- _Work to complete_: Where in the data does the word "Drive" appear? Find those lines and copy them.

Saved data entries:
★ ★ ★ ★ ★ ★ ★

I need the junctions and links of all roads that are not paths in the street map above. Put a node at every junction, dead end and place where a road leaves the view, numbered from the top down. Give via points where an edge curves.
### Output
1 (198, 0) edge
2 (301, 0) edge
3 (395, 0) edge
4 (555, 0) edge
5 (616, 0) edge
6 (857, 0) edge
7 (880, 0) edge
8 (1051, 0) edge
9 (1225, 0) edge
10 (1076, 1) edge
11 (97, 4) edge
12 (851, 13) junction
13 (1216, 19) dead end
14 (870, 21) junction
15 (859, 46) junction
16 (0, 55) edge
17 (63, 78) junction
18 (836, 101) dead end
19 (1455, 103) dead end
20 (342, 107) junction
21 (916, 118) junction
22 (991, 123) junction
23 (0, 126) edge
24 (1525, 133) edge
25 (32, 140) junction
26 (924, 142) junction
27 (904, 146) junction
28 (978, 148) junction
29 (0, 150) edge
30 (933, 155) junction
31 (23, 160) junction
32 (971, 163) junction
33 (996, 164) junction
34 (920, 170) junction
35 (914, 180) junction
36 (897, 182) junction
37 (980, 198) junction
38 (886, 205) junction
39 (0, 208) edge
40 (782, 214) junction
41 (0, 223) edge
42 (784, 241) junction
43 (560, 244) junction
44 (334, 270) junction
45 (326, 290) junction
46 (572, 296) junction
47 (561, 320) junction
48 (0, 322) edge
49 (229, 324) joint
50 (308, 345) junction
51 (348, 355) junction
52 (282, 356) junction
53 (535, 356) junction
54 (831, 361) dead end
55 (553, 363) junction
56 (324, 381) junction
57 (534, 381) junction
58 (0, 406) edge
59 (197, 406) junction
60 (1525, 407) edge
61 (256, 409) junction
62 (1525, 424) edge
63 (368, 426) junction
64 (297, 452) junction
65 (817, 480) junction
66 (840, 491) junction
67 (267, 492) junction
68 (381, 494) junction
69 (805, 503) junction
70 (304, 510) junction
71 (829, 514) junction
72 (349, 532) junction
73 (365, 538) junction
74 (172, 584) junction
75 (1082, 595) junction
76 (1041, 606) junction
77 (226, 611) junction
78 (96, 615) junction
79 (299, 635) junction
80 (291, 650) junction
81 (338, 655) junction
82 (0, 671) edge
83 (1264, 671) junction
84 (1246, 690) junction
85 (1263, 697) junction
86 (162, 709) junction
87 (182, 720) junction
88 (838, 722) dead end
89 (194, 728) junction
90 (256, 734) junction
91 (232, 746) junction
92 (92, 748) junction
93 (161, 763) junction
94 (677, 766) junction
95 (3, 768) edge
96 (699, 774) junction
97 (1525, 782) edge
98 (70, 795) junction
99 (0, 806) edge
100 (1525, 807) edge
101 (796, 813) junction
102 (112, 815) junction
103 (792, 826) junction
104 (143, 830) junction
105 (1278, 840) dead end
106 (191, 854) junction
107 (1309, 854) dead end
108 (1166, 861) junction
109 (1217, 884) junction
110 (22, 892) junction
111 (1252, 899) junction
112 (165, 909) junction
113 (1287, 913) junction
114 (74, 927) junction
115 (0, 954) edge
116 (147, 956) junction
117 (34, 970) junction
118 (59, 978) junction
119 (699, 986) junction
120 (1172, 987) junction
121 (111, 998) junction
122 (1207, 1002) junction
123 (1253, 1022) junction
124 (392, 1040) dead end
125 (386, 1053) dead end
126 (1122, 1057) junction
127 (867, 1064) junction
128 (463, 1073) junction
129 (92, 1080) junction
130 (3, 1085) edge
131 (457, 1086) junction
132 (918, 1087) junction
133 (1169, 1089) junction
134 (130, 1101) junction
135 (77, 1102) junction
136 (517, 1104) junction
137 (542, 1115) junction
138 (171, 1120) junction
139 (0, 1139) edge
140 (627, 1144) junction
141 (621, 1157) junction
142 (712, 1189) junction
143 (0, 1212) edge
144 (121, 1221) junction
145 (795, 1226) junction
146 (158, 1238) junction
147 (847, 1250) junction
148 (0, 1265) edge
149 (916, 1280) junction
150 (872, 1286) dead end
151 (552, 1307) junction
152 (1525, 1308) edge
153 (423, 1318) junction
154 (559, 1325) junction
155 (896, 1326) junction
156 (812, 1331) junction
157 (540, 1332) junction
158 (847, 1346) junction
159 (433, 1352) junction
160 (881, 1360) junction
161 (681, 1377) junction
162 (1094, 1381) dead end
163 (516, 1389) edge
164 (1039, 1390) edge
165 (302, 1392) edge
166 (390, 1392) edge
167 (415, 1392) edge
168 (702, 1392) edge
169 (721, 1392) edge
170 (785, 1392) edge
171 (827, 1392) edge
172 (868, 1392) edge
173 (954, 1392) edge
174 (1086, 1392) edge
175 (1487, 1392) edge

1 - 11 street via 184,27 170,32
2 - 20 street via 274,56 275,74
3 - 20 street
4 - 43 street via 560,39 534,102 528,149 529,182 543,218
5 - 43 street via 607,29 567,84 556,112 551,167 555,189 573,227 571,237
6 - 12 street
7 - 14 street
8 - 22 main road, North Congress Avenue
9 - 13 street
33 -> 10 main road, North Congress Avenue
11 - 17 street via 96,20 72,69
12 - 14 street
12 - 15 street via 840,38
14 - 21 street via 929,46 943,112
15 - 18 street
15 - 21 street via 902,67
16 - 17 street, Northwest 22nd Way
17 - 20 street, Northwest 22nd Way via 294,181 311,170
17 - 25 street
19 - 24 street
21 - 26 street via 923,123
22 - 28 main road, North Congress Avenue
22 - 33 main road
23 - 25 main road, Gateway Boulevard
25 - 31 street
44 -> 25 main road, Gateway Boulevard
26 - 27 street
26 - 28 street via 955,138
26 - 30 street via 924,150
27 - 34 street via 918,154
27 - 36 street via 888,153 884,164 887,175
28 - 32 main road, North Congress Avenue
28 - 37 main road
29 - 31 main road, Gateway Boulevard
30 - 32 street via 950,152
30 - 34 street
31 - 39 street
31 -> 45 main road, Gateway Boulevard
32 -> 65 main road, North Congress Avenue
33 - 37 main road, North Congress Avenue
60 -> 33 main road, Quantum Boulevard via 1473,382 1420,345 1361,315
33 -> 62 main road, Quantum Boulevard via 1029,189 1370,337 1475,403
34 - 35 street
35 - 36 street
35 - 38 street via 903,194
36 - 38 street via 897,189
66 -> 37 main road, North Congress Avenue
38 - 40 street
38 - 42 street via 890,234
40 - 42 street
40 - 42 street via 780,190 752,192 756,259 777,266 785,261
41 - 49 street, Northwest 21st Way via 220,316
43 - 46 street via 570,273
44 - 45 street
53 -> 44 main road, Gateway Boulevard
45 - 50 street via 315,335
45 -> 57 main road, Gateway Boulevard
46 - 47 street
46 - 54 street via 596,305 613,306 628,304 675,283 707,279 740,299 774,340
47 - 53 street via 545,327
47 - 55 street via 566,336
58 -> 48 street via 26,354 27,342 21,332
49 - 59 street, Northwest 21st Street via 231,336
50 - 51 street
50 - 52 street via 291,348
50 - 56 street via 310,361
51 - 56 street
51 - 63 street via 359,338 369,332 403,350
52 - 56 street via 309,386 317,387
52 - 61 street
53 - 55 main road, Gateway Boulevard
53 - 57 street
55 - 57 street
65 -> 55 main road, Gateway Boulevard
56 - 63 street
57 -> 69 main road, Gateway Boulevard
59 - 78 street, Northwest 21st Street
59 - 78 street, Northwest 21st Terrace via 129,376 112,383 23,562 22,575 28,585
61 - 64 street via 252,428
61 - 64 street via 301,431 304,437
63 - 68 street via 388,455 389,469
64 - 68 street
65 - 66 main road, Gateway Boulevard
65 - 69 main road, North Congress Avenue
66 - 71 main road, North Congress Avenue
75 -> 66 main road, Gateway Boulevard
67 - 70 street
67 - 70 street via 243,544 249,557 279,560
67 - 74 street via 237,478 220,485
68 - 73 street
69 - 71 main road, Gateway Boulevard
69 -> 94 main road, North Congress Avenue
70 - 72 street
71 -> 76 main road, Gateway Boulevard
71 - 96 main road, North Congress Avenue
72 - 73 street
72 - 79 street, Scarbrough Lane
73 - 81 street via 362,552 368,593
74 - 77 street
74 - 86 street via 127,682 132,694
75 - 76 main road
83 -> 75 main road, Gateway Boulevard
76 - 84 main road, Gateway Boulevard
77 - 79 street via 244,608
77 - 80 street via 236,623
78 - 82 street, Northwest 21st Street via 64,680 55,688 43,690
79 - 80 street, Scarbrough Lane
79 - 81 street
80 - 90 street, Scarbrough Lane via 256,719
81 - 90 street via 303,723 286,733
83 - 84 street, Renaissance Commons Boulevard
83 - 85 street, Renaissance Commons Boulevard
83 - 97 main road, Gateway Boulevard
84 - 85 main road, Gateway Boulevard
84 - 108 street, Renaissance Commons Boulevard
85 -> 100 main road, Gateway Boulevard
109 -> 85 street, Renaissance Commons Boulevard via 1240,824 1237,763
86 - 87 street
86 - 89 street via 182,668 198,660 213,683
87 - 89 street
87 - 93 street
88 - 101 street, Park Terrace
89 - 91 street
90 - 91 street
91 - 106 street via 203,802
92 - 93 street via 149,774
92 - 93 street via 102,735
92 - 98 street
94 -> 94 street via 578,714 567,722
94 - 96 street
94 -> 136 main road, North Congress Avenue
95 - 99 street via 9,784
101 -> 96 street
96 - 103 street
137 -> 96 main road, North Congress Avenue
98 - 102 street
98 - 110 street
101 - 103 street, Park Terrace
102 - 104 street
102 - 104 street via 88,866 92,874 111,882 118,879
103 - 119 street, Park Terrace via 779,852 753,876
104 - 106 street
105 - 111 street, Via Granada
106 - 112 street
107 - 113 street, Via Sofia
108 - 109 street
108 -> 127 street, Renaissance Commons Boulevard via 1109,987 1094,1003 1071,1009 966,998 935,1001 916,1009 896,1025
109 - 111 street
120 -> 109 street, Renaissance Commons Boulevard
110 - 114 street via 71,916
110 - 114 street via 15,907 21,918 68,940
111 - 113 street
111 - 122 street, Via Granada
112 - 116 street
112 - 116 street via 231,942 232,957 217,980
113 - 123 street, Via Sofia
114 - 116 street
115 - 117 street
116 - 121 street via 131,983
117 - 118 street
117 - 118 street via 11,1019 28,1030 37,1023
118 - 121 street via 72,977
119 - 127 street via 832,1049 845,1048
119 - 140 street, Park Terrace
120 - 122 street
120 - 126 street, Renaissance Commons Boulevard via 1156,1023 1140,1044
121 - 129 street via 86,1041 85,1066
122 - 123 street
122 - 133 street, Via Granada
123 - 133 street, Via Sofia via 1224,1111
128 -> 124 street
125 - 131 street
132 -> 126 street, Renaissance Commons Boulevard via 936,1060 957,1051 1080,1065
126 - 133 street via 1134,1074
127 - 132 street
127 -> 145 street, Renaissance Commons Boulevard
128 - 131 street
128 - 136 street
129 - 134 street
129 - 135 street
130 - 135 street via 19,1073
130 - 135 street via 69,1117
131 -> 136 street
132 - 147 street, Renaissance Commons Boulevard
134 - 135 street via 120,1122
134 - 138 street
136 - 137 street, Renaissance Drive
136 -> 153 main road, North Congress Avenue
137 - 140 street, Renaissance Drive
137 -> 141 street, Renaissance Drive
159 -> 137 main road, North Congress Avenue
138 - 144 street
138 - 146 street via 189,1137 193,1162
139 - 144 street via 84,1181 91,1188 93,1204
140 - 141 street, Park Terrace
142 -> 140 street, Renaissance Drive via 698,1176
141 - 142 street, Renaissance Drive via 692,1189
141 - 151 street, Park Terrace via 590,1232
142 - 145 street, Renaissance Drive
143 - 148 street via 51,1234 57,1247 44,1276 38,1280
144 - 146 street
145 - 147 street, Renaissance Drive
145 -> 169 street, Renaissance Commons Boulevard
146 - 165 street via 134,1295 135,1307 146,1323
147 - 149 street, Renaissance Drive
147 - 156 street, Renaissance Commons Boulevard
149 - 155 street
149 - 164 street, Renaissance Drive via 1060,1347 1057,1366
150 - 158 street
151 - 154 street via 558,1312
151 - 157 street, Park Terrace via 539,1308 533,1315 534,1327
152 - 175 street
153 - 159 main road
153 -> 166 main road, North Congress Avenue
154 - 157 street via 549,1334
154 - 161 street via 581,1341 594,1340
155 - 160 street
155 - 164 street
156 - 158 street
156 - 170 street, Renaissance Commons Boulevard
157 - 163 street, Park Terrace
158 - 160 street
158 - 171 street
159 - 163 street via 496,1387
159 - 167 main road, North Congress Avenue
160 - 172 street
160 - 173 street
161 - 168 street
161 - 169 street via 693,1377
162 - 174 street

★ ★ ★ ★ ★ ★ ★

- _Answer area_:
136 - 137 street, Renaissance Drive
137 - 140 street, Renaissance Drive
137 -> 141 street, Renaissance Drive
142 -> 140 street, Renaissance Drive via 698,1176
141 - 142 street, Renaissance Drive via 692,1189
142 - 145 street, Renaissance Drive
145 - 147 street, Renaissance Drive
147 - 149 street, Renaissance Drive
149 - 164 street, Renaissance Drive via 1060,1347 1057,1366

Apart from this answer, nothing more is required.